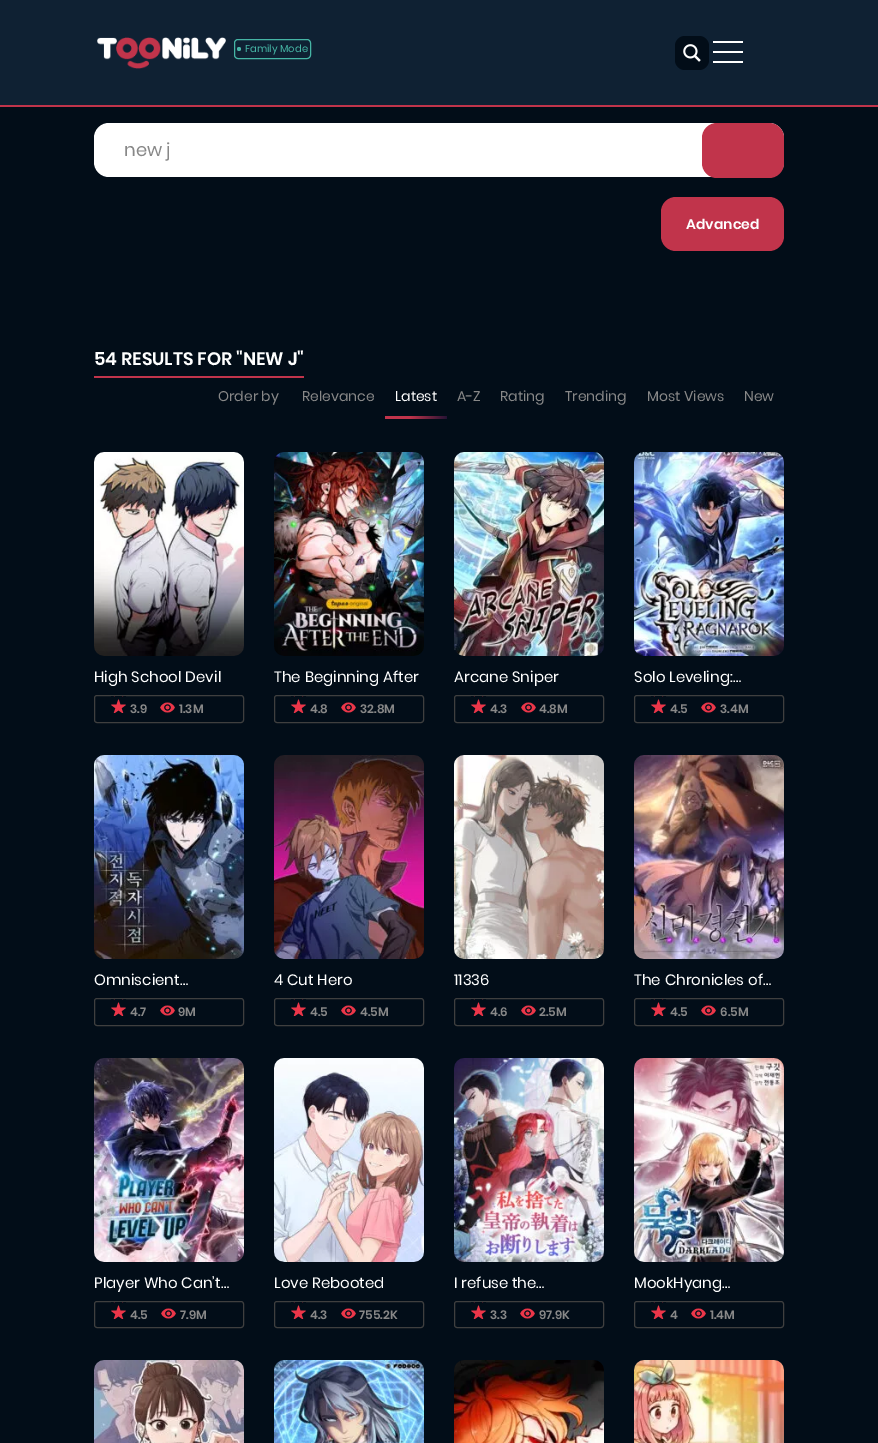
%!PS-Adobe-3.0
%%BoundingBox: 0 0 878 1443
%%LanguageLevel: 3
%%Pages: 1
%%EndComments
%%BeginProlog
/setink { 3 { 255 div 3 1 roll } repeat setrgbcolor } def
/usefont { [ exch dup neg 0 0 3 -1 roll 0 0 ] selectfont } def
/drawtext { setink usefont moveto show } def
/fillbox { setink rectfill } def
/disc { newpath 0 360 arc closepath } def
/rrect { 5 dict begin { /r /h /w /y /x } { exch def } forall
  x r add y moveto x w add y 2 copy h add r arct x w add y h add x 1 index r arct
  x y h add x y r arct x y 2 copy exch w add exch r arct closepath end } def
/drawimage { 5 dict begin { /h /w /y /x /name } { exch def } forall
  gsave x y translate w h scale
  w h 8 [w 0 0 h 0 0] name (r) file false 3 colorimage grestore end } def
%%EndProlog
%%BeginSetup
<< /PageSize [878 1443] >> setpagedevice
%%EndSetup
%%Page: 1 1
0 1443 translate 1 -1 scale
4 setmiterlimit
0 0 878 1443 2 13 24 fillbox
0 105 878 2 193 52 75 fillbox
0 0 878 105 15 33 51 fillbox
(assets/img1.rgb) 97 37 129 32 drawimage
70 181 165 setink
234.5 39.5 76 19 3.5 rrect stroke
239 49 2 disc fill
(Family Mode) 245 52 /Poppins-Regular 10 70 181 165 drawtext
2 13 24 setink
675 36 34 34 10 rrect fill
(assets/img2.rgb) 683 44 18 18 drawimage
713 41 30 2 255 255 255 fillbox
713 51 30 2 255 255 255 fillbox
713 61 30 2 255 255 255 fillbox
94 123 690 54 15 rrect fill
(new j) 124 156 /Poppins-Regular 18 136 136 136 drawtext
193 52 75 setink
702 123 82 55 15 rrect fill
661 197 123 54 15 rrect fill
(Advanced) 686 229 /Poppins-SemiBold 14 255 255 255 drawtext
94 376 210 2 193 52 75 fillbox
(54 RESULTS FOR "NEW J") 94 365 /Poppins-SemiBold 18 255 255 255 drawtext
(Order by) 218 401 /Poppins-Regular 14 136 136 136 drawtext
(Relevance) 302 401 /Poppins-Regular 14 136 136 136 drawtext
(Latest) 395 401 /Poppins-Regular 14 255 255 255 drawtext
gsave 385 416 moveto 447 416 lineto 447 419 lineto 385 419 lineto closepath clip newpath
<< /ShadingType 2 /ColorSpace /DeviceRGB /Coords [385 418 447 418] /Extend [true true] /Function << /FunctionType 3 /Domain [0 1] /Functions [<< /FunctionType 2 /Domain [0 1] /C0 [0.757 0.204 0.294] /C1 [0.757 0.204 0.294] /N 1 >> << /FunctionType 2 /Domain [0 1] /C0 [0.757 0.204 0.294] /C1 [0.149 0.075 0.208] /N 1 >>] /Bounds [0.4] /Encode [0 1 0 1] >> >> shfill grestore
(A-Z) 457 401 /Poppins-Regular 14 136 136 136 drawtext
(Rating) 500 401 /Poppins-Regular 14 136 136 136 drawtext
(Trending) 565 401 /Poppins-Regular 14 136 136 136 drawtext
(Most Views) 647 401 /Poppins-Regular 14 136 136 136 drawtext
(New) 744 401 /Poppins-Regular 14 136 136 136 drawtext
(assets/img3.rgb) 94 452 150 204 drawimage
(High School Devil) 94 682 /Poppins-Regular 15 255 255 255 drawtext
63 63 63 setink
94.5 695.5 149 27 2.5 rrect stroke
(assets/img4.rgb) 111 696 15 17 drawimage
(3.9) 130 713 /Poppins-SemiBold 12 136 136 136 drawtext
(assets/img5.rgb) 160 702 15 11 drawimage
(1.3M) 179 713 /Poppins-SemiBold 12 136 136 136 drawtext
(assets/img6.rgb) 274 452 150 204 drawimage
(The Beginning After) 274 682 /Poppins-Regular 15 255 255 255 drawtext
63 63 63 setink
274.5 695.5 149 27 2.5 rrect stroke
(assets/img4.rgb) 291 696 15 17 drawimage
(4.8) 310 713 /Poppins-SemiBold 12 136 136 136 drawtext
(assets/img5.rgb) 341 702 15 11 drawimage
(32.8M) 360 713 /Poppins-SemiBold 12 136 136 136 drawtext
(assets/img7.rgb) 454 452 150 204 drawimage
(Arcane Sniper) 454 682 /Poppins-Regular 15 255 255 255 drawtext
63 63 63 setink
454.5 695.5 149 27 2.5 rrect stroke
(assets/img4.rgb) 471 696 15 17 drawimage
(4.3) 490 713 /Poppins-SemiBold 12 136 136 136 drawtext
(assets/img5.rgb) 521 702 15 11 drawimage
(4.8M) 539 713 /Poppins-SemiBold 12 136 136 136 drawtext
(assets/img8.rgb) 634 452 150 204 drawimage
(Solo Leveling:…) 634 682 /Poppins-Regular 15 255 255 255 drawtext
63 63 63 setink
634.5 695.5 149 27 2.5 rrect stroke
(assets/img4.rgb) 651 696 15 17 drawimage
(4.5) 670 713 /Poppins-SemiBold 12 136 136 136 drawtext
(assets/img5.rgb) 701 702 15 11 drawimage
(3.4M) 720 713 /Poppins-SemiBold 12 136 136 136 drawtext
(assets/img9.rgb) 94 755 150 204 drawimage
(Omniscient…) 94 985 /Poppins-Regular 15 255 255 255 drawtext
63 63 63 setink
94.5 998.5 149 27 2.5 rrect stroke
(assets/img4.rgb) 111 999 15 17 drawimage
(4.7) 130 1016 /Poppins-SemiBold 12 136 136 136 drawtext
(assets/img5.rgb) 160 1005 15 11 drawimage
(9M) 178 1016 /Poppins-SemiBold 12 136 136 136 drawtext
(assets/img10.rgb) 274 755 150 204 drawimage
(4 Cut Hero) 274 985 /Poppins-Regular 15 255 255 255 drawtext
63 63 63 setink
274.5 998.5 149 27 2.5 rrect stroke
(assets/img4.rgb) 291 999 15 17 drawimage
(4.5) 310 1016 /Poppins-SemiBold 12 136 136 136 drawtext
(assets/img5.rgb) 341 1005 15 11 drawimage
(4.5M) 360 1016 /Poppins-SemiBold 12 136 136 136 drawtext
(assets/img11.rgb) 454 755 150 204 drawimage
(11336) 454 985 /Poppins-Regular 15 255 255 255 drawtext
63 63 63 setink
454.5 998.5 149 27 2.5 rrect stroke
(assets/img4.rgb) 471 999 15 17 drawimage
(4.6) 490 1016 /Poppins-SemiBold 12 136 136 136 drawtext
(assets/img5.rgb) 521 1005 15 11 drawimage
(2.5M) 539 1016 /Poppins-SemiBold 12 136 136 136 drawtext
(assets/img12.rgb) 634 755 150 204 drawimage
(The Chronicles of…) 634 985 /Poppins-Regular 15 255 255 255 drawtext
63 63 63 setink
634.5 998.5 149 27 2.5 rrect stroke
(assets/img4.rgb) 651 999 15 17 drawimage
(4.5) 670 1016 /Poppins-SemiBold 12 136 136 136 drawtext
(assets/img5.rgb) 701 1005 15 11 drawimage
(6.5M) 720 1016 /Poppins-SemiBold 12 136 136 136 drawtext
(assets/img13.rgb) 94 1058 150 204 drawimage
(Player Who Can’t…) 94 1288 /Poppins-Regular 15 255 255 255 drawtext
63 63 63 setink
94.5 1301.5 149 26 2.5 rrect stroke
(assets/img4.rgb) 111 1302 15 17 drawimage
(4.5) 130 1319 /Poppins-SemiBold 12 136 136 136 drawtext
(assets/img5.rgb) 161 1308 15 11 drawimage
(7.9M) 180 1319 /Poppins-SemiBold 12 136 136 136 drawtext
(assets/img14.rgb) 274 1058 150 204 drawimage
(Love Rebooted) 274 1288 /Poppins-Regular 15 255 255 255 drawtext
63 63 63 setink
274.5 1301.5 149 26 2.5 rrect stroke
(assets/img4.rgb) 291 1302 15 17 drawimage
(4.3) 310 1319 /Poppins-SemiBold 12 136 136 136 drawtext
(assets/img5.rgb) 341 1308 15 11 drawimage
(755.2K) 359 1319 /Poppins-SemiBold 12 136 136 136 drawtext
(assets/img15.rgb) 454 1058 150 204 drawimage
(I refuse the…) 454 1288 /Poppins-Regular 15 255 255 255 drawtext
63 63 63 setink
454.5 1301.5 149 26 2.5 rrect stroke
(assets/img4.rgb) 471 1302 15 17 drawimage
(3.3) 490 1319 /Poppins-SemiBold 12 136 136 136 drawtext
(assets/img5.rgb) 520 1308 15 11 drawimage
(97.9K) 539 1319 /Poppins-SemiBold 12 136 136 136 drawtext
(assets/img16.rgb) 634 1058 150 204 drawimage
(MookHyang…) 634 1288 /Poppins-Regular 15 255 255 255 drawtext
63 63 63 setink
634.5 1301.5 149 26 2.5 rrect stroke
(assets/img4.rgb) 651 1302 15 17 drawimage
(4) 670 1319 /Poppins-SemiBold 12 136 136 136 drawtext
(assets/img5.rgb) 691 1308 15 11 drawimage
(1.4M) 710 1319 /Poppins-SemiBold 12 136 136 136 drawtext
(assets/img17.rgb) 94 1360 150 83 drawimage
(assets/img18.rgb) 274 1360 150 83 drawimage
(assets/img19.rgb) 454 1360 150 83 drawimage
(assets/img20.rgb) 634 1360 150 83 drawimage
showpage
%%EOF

......

_TRY IT_
Above are the records; from them, give again exactly the lines from the one containing "w h 8 [w 0 0" to the one containing "0 1443 translate 1 -1 scale", both lines included, and nothing more.

_YOUR SOLUTION_
  w h 8 [w 0 0 h 0 0] name (r) file false 3 colorimage grestore end } def
%%EndProlog
%%BeginSetup
<< /PageSize [878 1443] >> setpagedevice
%%EndSetup
%%Page: 1 1
0 1443 translate 1 -1 scale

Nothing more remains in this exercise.